As we mentioned in the previous sections, the data link layer provides mechanisms for converting packets to frames while the physical layer converts frames to bits which are then transmitted over the physical media.
In the yester years, the main Ethernet standards in many Local area networks was the HUB. The hub used a technique known as the CSMA/CA (Carrier Sense Multiple Access/ Collision Avoidance) and CSMA/CD (Carrier Sense Multiple Access/ Collision Detection). This was implemented using either the bus or hub technologies.
Like the name suggests, the hub was at the heart of communication in a network segment and devices could only transmit data one at a time.
The HUB operates at layer 1, this means that when data is received by a hub, it floods this information to all the devices in the network. This is a major performance issue since there may be congestion, network failure among others.
NOTE: the area in which the Hub is the center of communication is refer to as a collision domain. This is because there is a high possibility of collisions.

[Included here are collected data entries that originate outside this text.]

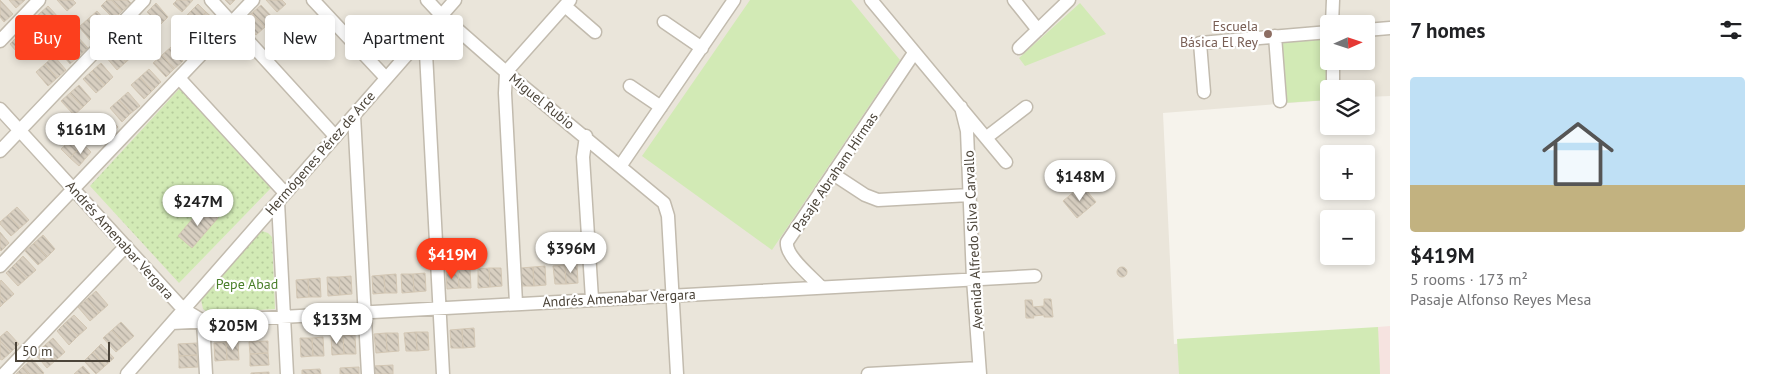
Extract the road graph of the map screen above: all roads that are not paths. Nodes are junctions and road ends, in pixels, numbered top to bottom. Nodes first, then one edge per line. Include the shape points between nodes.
1 (39, 0) edge
2 (144, 0) edge
3 (211, 0) edge
4 (254, 0) edge
5 (313, 0) edge
6 (427, 0) edge
7 (455, 0) edge
8 (734, 0) edge
9 (871, 0) edge
10 (1014, 0) edge
11 (1069, 0) edge
12 (1333, 0) edge
13 (567, 3) edge
14 (225, 15) edge
15 (239, 15) edge
16 (441, 15) joint
17 (1332, 15) edge
18 (664, 22) dead end
19 (1390, 28) edge
20 (1375, 29) edge
21 (1038, 30) junction
22 (595, 32) dead end
23 (1320, 33) edge
24 (463, 34) edge
25 (1275, 36) junction
26 (0, 41) edge
27 (255, 47) edge
28 (702, 48) junction
29 (1019, 48) dead end
30 (914, 53) junction
31 (196, 60) edge
32 (402, 60) edge
33 (426, 60) edge
34 (506, 72) junction
35 (179, 78) junction
36 (386, 78) junction
37 (630, 86) dead end
38 (1204, 92) dead end
39 (1280, 101) dead end
40 (661, 107) junction
41 (961, 107) junction
42 (1026, 107) dead end
43 (0, 109) edge
44 (354, 115) junction
45 (20, 131) junction
46 (336, 136) junction
47 (586, 136) junction
48 (987, 138) junction
49 (0, 151) edge
50 (1006, 162) dead end
51 (621, 166) junction
52 (833, 174) junction
53 (73, 189) junction
54 (970, 195) junction
55 (281, 198) junction
56 (126, 246) junction
57 (0, 266) edge
58 (1035, 276) dead end
59 (973, 278) junction
60 (821, 286) junction
61 (672, 294) junction
62 (592, 299) junction
63 (516, 303) junction
64 (440, 308) junction
65 (183, 310) junction
66 (364, 312) junction
67 (284, 316) junction
68 (203, 321) junction
69 (172, 323) junction
70 (980, 371) edge
71 (131, 372) edge
72 (4, 374) edge
73 (206, 374) edge
74 (287, 374) edge
75 (368, 374) edge
76 (443, 374) edge
77 (677, 374) edge
78 (868, 374) edge

1 - 26 street
2 - 45 street
3 - 14 street
4 - 15 street
5 - 36 street
6 - 16 street, Miguel Rubio
7 - 16 street, Hermógenes Pérez de Arce
8 - 28 street
9 - 30 street, Avenida Alfredo Silva Carvallo
10 - 21 street
11 - 21 street
12 - 17 street
13 - 22 street
13 - 34 street
18 - 28 street
19 - 20 street
21 - 29 street
23 - 25 street
24 - 34 street, Miguel Rubio
25 - 38 street via 1200,42
25 - 39 street
27 - 46 street
28 - 40 street
30 - 41 street, Avenida Alfredo Silva Carvallo
30 - 52 street, Pasaje Abraham Hirmas
31 - 35 street
32 - 36 street, Hermógenes Pérez de Arce
33 - 64 street
34 - 47 street, Miguel Rubio
34 - 63 street
35 - 53 street
35 - 55 street
36 - 44 street, Hermógenes Pérez de Arce
37 - 40 street
40 - 51 street
41 - 48 street, Avenida Alfredo Silva Carvallo
41 - 54 street, Avenida Alfredo Silva Carvallo via 967,131
42 - 48 street
43 - 45 street, Andrés Amenabar Vergara
44 - 46 street, Hermógenes Pérez de Arce
44 - 66 street
45 - 49 street
45 - 53 street, Andrés Amenabar Vergara
46 - 55 street, Hermógenes Pérez de Arce
47 - 51 street, Miguel Rubio
47 - 62 street via 583,157
48 - 50 street, Avenida Alfredo Silva Carvallo
51 - 61 street, Miguel Rubio via 661,198 666,208
52 - 54 street via 878,200
52 - 60 street, Pasaje Abraham Hirmas via 787,245 790,255
53 - 56 street, Andrés Amenabar Vergara
53 - 57 street
54 - 59 street, Avenida Alfredo Silva Carvallo
55 - 65 street, Hermógenes Pérez de Arce
55 - 67 street
56 - 65 street, Andrés Amenabar Vergara
56 - 72 street
58 - 59 street, Andrés Amenabar Vergara
59 - 60 street, Andrés Amenabar Vergara
59 - 70 street, Avenida Alfredo Silva Carvallo
60 - 61 street, Andrés Amenabar Vergara
61 - 62 street, Andrés Amenabar Vergara
61 - 77 street
62 - 63 street, Andrés Amenabar Vergara
63 - 64 street, Andrés Amenabar Vergara
64 - 66 street, Andrés Amenabar Vergara
64 - 76 street
65 - 68 street, Andrés Amenabar Vergara
65 - 69 street, Hermógenes Pérez de Arce
66 - 67 street, Andrés Amenabar Vergara
66 - 75 street
67 - 68 street, Andrés Amenabar Vergara
67 - 74 street
68 - 69 street, Andrés Amenabar Vergara
68 - 73 street
69 - 71 street, Hermógenes Pérez de Arce
70 - 78 street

The communication in a collision domain such as the one by a hub has the following characteristics.
- Flooding – where frames are sent to all devices in connected to the hub.
- Only one device can communicate at any instance
- Communication is only one way
- One collision domain
The problems associated with hubs, such as high failure rate due to collisions were a major hindrance to growth of networks. As a result, a new solution to combat this was introduced. The switch, changed communication in networks in many ways, each port on a switch acted as a single collision domain, therefore, the switch had as many collision domains as it had ports. This meant that the likelihood of collisions was reduced. The switch worked at layer 2 as opposed to layer one which meant that the switch could learn of the devices on its network and instead of flooding frames, unicast communication was possible.

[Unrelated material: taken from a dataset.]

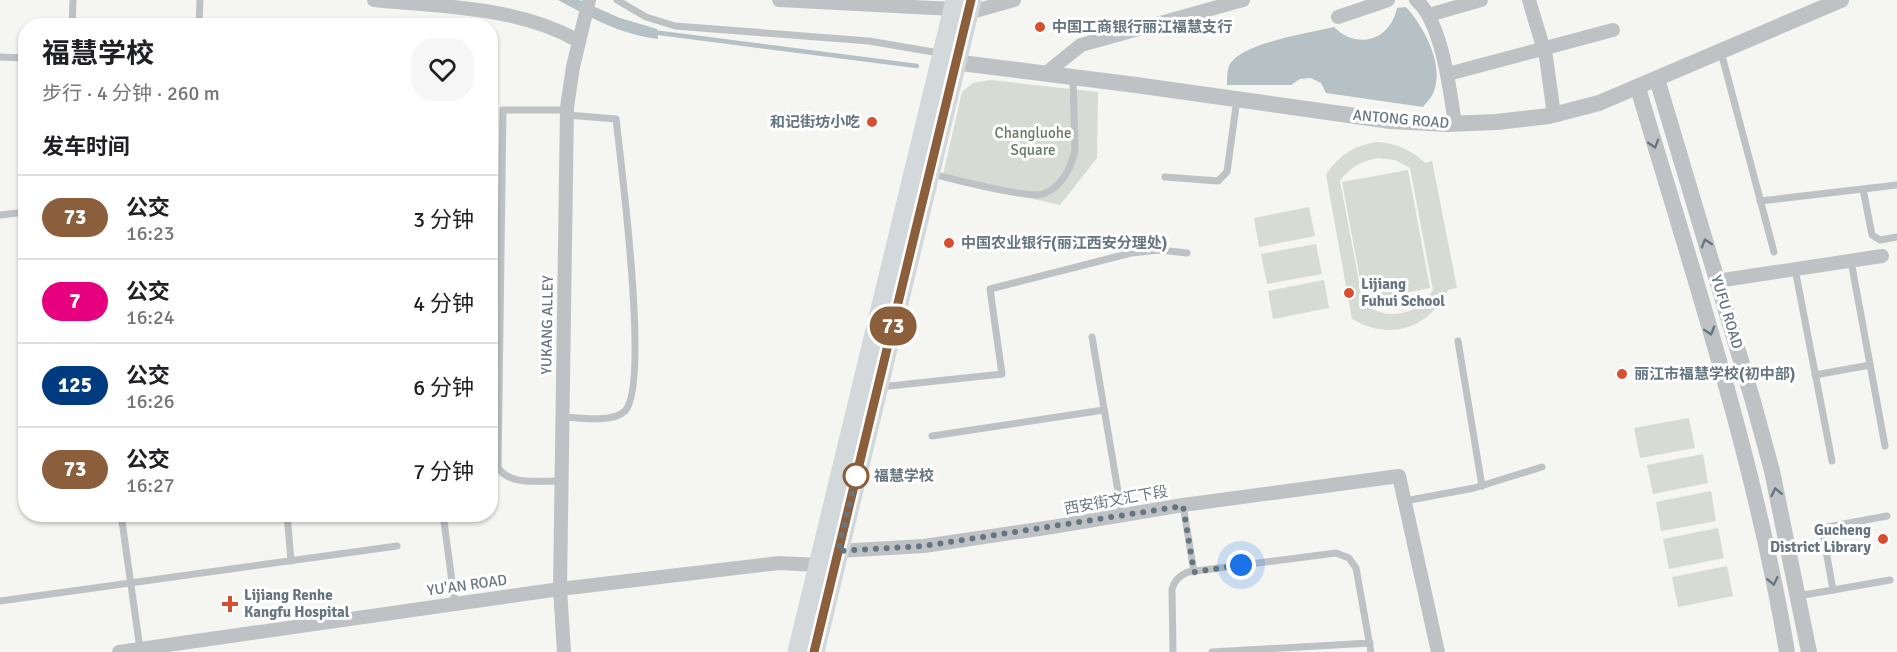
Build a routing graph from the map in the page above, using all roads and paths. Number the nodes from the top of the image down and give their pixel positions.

Further development lead to bidirectional communication, instead of only one way communication as seen in hubs, also with switches many devices can communicate simultaneously.
The area where a switch is center of communication is known as a broadcast domain. In this type of communication, each port is its own collision domain therefore, there are as many collision domains as there are switch ports.

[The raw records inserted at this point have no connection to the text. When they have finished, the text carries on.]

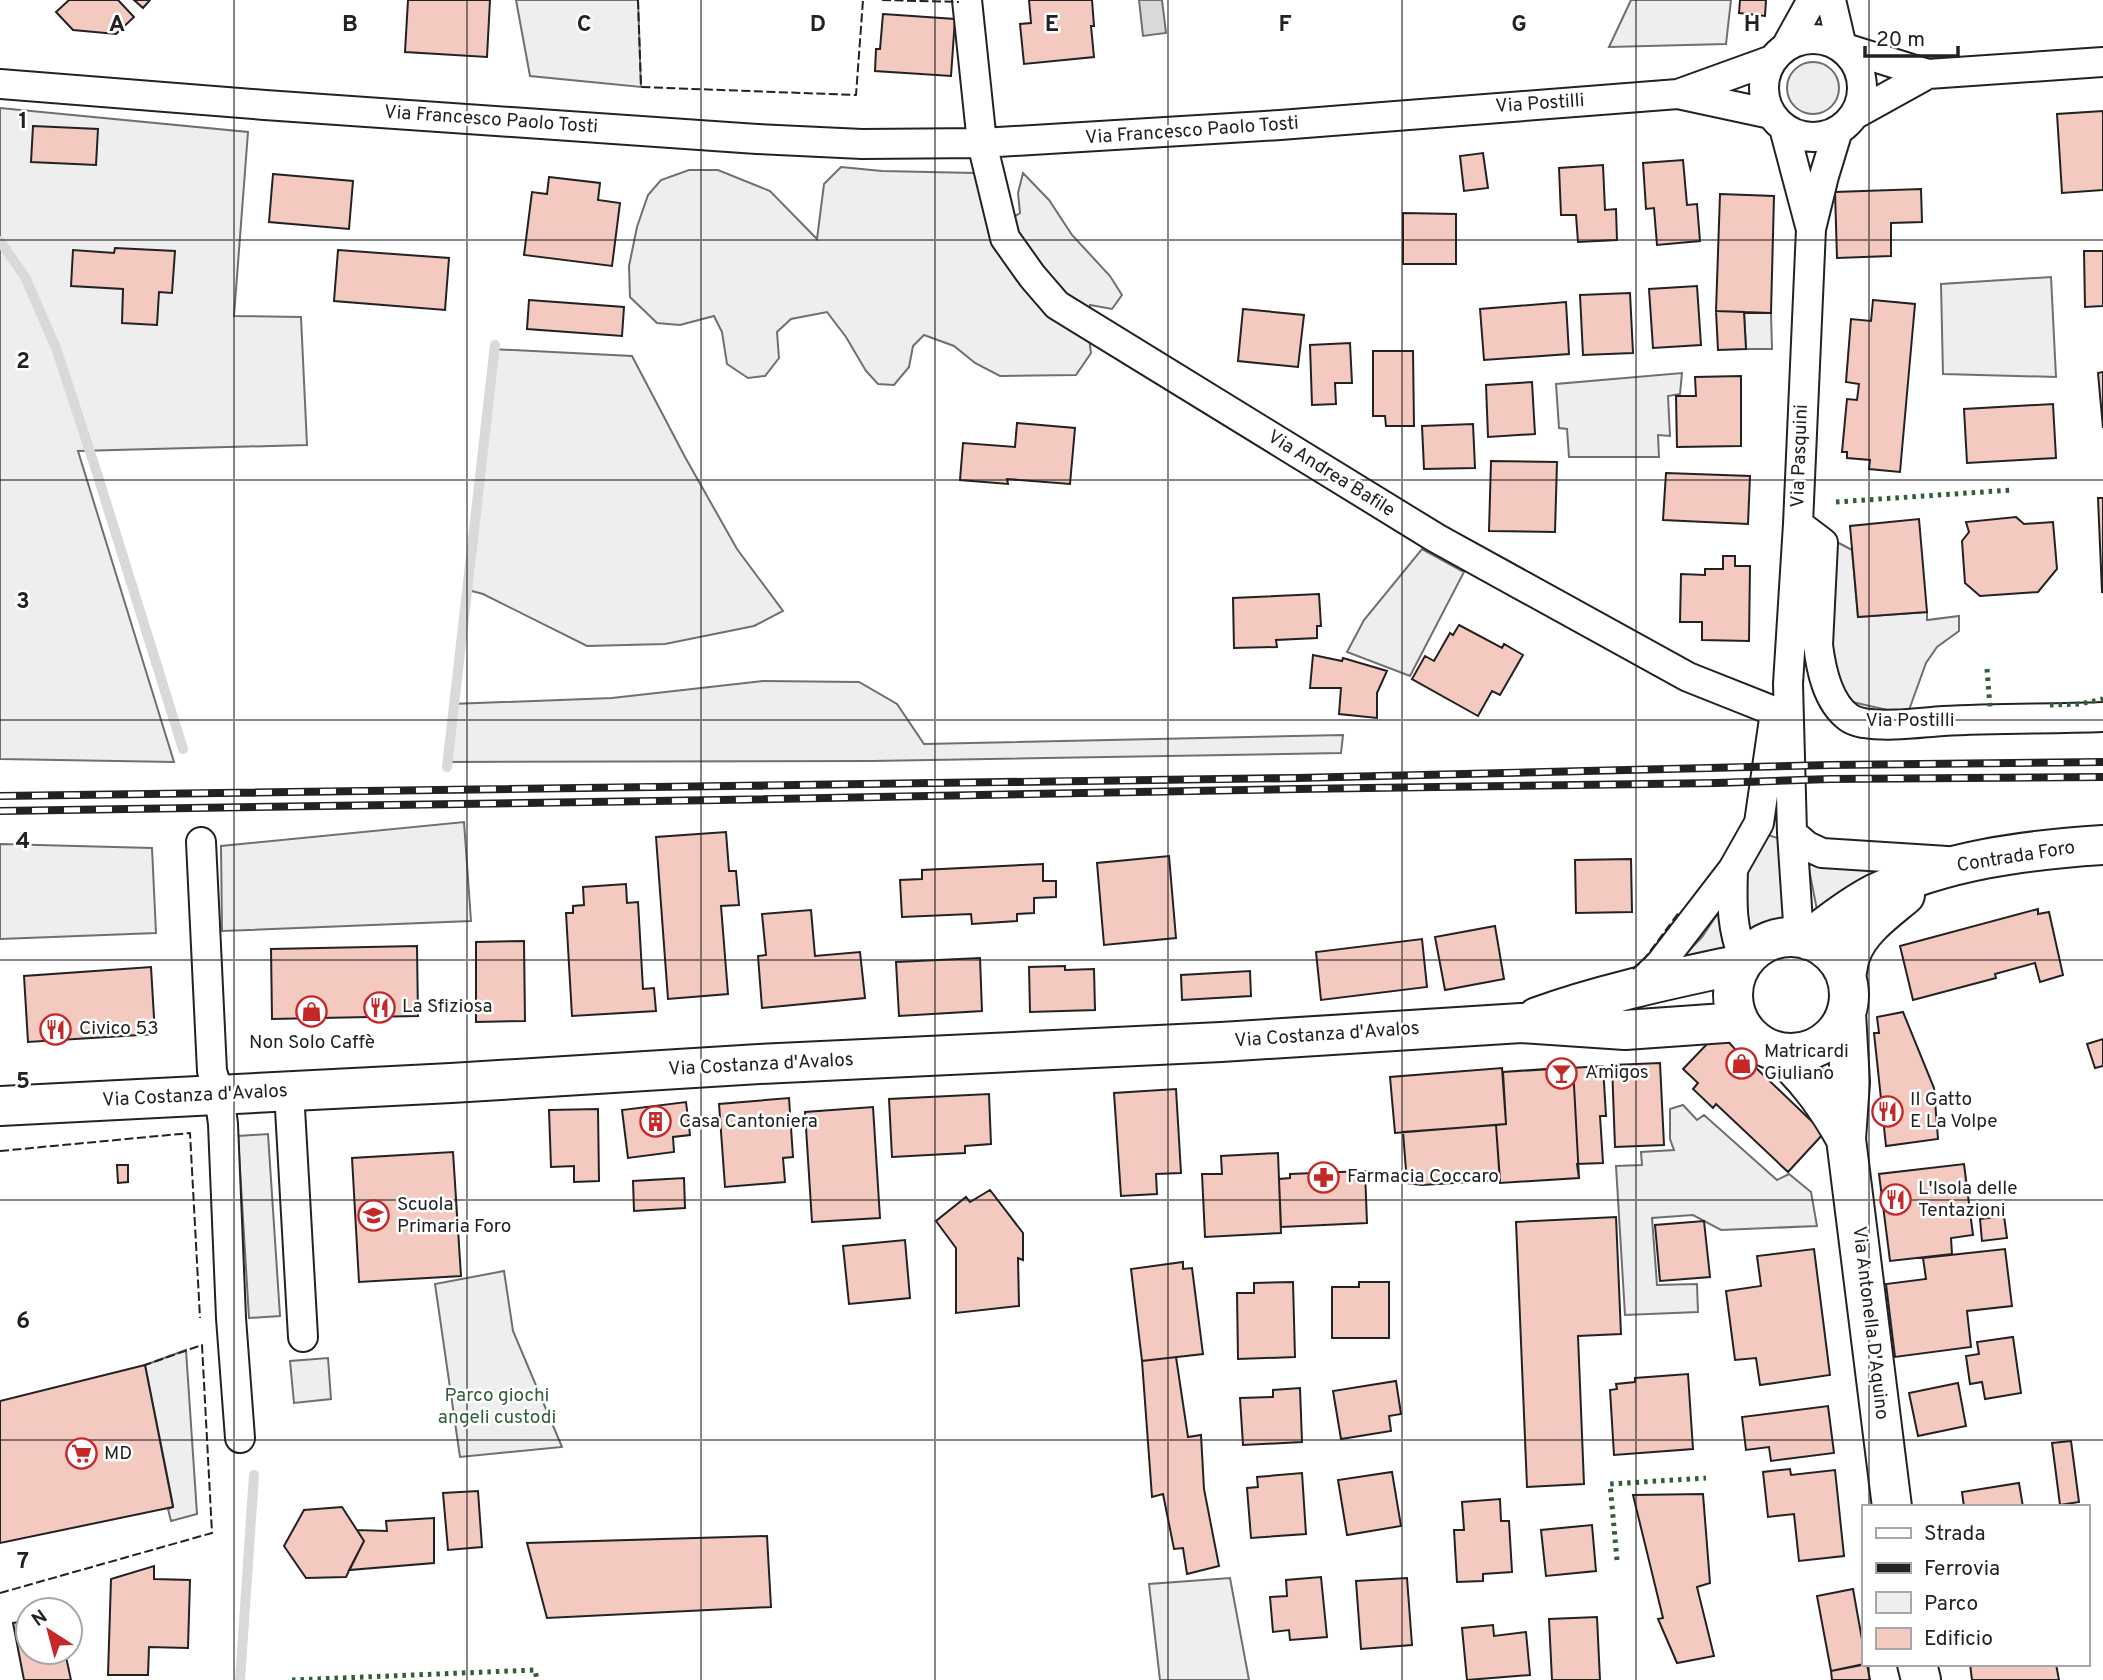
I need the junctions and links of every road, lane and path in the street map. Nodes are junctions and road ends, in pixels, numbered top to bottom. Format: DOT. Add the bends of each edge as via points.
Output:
graph roads {
  1 [pos="968,0"];
  2 [pos="1812,0"];
  3 [pos="1831,0"];
  4 [pos="1842,47"];
  5 [pos="1780,52"];
  6 [pos="2103,62"];
  7 [pos="1928,74"];
  8 [pos="0,83"];
  9 [pos="1678,94"];
  10 [pos="1401,114"];
  11 [pos="1777,121"];
  12 [pos="1846,123"];
  13 [pos="982,143"];
  14 [pos="1811,229"];
  15 [pos="1798,524"];
  16 [pos="1788,684"];
  17 [pos="1776,712"];
  18 [pos="2103,717"];
  19 [pos="1792,833"];
  20 [pos="201,842"];
  21 [pos="2103,845"];
  22 [pos="1947,867"];
  23 [pos="1733,869"];
  24 [pos="1804,938"];
  25 [pos="1742,962"];
  26 [pos="1636,987"];
  27 [pos="1846,994"];
  28 [pos="1739,1021"];
  29 [pos="1521,1023"];
  30 [pos="1779,1052"];
  31 [pos="289,1091"];
  32 [pos="219,1094"];
  33 [pos="0,1106"];
  34 [pos="1846,1139"];
  35 [pos="303,1337"];
  36 [pos="240,1438"];
  37 [pos="1892,1505"];
  1 -- 13 [label="street"];
  2 -- 5 [label="street"];
  3 -- 4 [label="street"];
  4 -- 5 [label="street" via="1815,38"];
  4 -- 7 [label="street"];
  4 -- 12 [label="street" via="1860,71 1863,86 1861,102"];
  5 -- 9 [label="street, Via Postilli"];
  5 -- 11 [label="street" via="1766,72 1763,87"];
  6 -- 7 [label="street"];
  7 -- 12 [label="street"];
  8 -- 13 [label="street, Via Francesco Paolo Tosti" via="757,139"];
  9 -- 10 [label="street, Via Postilli"];
  9 -- 11 [label="street, Via Postilli"];
  10 -- 13 [label="street, Via Francesco Paolo Tosti"];
  11 -- 12 [label="street" via="1796,134 1811,137 1825,136"];
  11 -- 14 [label="street, Via Pasquini"];
  12 -- 14 [label="street, Via Pasquini" via="1824,176"];
  13 -- 17 [label="street, Via Andrea Bafile" via="1005,239 1058,305 1436,538 1688,677"];
  14 -- 15 [label="street, Via Pasquini"];
  15 -- 16 [label="street, Via Pasquini"];
  15 -- 18 [label="street, Via Postilli" via="1823,543 1820,660 1823,677 1848,717 1863,723 1901,724"];
  16 -- 17 [label="street, Via Pasquini"];
  16 -- 19 [label="street, Via Pasquini"];
  17 -- 23 [label="street, Via Pasquini" via="1759,823"];
  19 -- 22 [label="street" via="1822,853"];
  19 -- 24 [label="street"];
  20 -- 32 [label="street" via="212,1072"];
  21 -- 22 [label="main road, Contrada Foro" via="2048,849"];
  22 -- 24 [label="main road, Contrada Foro" via="1867,898"];
  22 -- 27 [label="main road, Contrada Foro" via="1867,929 1851,953"];
  23 -- 25 [label="street" via="1733,930"];
  23 -- 26 [label="street" via="1660,964"];
  24 -- 25 [label="main road" via="1768,941"];
  24 -- 27 [label="main road" via="1835,957"];
  25 -- 26 [label="main road, Via Costanza d'Avalos"];
  25 -- 28 [label="main road" via="1732,992"];
  26 -- 29 [label="main road, Via Costanza d'Avalos"];
  27 -- 30 [label="main road" via="1839,1028 1827,1041 1796,1053"];
  27 -- 34 [label="main road, Via Antonella D'Aquino" via="1850,1082"];
  28 -- 29 [label="main road, Via Costanza d'Avalos" via="1625,1030"];
  28 -- 30 [label="main road" via="1751,1038"];
  29 -- 31 [label="main road, Via Costanza d'Avalos"];
  30 -- 34 [label="main road, Via Antonella D'Aquino" via="1818,1093"];
  31 -- 32 [label="main road, Via Costanza d'Avalos"];
  31 -- 35 [label="street"];
  32 -- 33 [label="main road, Via Costanza d'Avalos"];
  32 -- 36 [label="street"];
  34 -- 37 [label="main road, Via Antonella D'Aquino"];
}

Some of the other characteristics of a switch include:
- Communication at data-link layer instead of the physical layer
- Full duplex communication
- Broadcast domains instead of a single collision domain
NOTE: Some of the concepts of switching will be discussed at a later stage. These concepts are vital and are frequently examined in the CCNA composite exam and the ICND 1 and ICND 2 exams.
In this chapter, we have looked at the data link layer and how communication at layer 2 occurs. We have also looked at the physical layer and sending of data over the physical medium as bits. We concluded with the Ethernet and looked at communication over a switch and a hub. In the next chapter, we will do the basic configuration of a router and look at some of the CISCO IOS basics.